We're inspired by the work of Robert C. "Uncle Bob" Martin (check out his Clean Code videos!), Martin Fowler, Kent Beck, and many others.
We have set up a complete clean architecture, which is a bit complicated, but rewarding; it helps us ship high-quality code. While we're not competing to be the best, we do look for excellence as we've said (which looks similar, but with a subtle difference). We were happy to hear from an external auditor that ours was one of the best codes he has seen in all the companies he has audited (not bragging, but we'll put our sunglasses smiley here anyway 😎 ).
We are often asked: "What's your tech stack? Do you use the latest languages? Did you try X.io and Y.js?"
While we're open to using new tech, we try not to use the "latest hot stuff" just because it's hot. Why? Because everything moves very fast and could become obsolete quickly, especially in the front-end world. We need a good reason to add another language to the tech stack.
That said, we use:
PHP: One of the most used web programming languages in the world, powering the likes of Wikipedia and Facebook, to name just two.
Symfony framework: It would be crazy not to use a strong framework like Symfony on top of PHP these days. It facilitates a lot of work: we don't have to reinvent the wheel every time.

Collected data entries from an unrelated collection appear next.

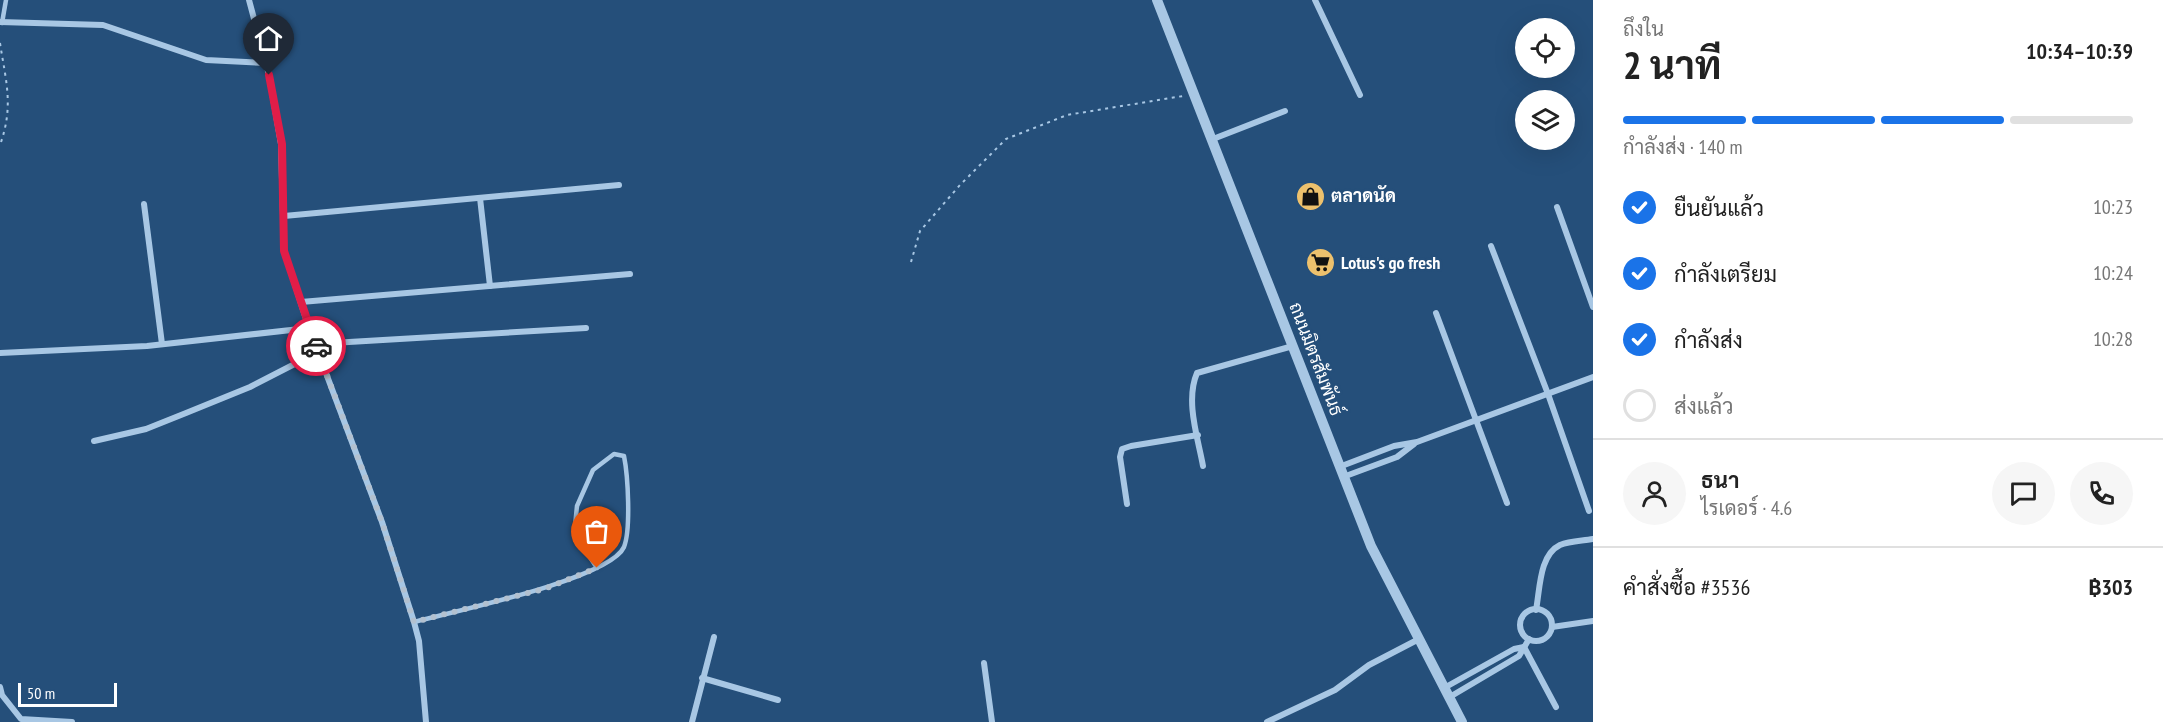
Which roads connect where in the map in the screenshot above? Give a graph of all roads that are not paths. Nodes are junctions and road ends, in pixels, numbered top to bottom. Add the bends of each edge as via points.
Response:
1 (6, 0) edge
2 (249, 0) edge
3 (1157, 0) edge
4 (1315, 0) edge
5 (1, 23) edge
6 (266, 63) junction
7 (1360, 95) dead end
8 (1285, 111) dead end
9 (1213, 140) junction
10 (619, 185) dead end
11 (480, 198) junction
12 (144, 204) dead end
13 (1557, 207) dead end
14 (284, 216) junction
15 (1491, 246) dead end
16 (630, 274) dead end
17 (490, 286) junction
18 (301, 302) junction
19 (1593, 307) edge
20 (1436, 313) dead end
21 (309, 328) junction
22 (586, 328) dead end
23 (162, 344) junction
24 (315, 344) junction
25 (1293, 346) junction
26 (318, 352) junction
27 (0, 353) edge
28 (1593, 377) edge
29 (1548, 394) junction
30 (1476, 420) junction
31 (1198, 435) junction
32 (94, 441) dead end
33 (1417, 442) junction
34 (1203, 466) dead end
35 (1341, 472) junction
36 (1507, 502) dead end
37 (1127, 504) dead end
38 (1589, 511) dead end
39 (1593, 539) edge
40 (597, 568) junction
41 (1536, 610) junction
42 (1593, 621) edge
43 (414, 622) junction
44 (1552, 627) junction
45 (714, 637) dead end
46 (1419, 639) junction
47 (1528, 639) junction
48 (1524, 647) junction
49 (984, 663) dead end
50 (702, 678) junction
51 (0, 687) edge
52 (1446, 693) junction
53 (778, 700) dead end
54 (1556, 708) dead end
55 (72, 722) edge
56 (426, 722) edge
57 (692, 722) edge
58 (992, 722) edge
59 (1267, 722) edge
60 (1462, 722) edge

1 - 5 lane
2 - 6 street
3 - 9 street, ถนนมิตรสัมพันธ์
4 - 7 street
5 - 6 street via 103,25 207,60
6 - 14 street via 282,144
8 - 9 street
9 - 25 street, ถนนมิตรสัมพันธ์
10 - 11 street
11 - 14 street
11 - 17 street
12 - 23 street
13 - 19 street
14 - 18 street via 284,251
15 - 29 street
16 - 17 street
17 - 18 street
18 - 21 street
20 - 30 street
21 - 23 street
21 - 24 street
22 - 24 street
23 - 27 street
24 - 26 street
25 - 31 street via 1197,373 1192,398
25 - 35 street, ถนนมิตรสัมพันธ์
26 - 32 street via 250,387 146,429
26 - 43 street via 382,522
28 - 29 street
29 - 30 street
29 - 38 street
30 - 33 street
30 - 36 street
31 - 34 street
31 - 37 street via 1122,450
33 - 35 street via 1394,446
33 - 35 street via 1397,457
35 - 46 street, ถนนมิตรสัมพันธ์ via 1371,546
39 - 41 street via 1552,551 1545,561
40 - 40 lane via 624,548 628,478 624,456 614,454 593,470 577,506 575,526
40 - 43 lane via 544,589
41 - 44 street via 1546,613
41 - 47 street via 1521,621 1522,632
42 - 44 street
43 - 56 street
44 - 47 street via 1544,639
45 - 50 street
46 - 52 street, ถนนมิตรสัมพันธ์
46 - 59 street via 1369,665 1335,690
47 - 48 street
48 - 52 street via 1514,649
48 - 52 street via 1519,656
48 - 54 street
49 - 58 street
50 - 53 street
50 - 57 street
51 - 55 street via 21,719
52 - 60 street, ถนนมิตรสัมพันธ์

PostgreSQL: This has been our database of choice to store our data for many years.
React.js: To provide a more cohesive code and a better front-end user experience.
Amazon Web Services: We're hosted on AWS. We use EC2 instances that we spawn automatically depending on traffic (we have some in-house code for this), S3 for object storage, RDS for databases, etc.
Stand-up meetings are part of the daily routine. The team has developed a curious habit: because these meetings only work when everyone is present, we ask people to be available at 9:45 am sharp. Every time someone shows up late, they get a cross. Three crosses and you have to bring breakfast (we like chouquettes) for the rest of the team. 😋
Does it seem stressful? It really shouldn't be! It's just a cohesive way the team has found to start the day. Everyone participates, and sometimes the CTO even gets a cross. 😉
Chouquettes. More Chouquettes.
Originally, people brought chouquettes when they were late for stand-up meetings. But now, people on the tech team often bring them to the office for breakfast even if no one has shown up late.
If you don't know what chouquettes are, they're sugar-coated French pastries. They're also very addictive.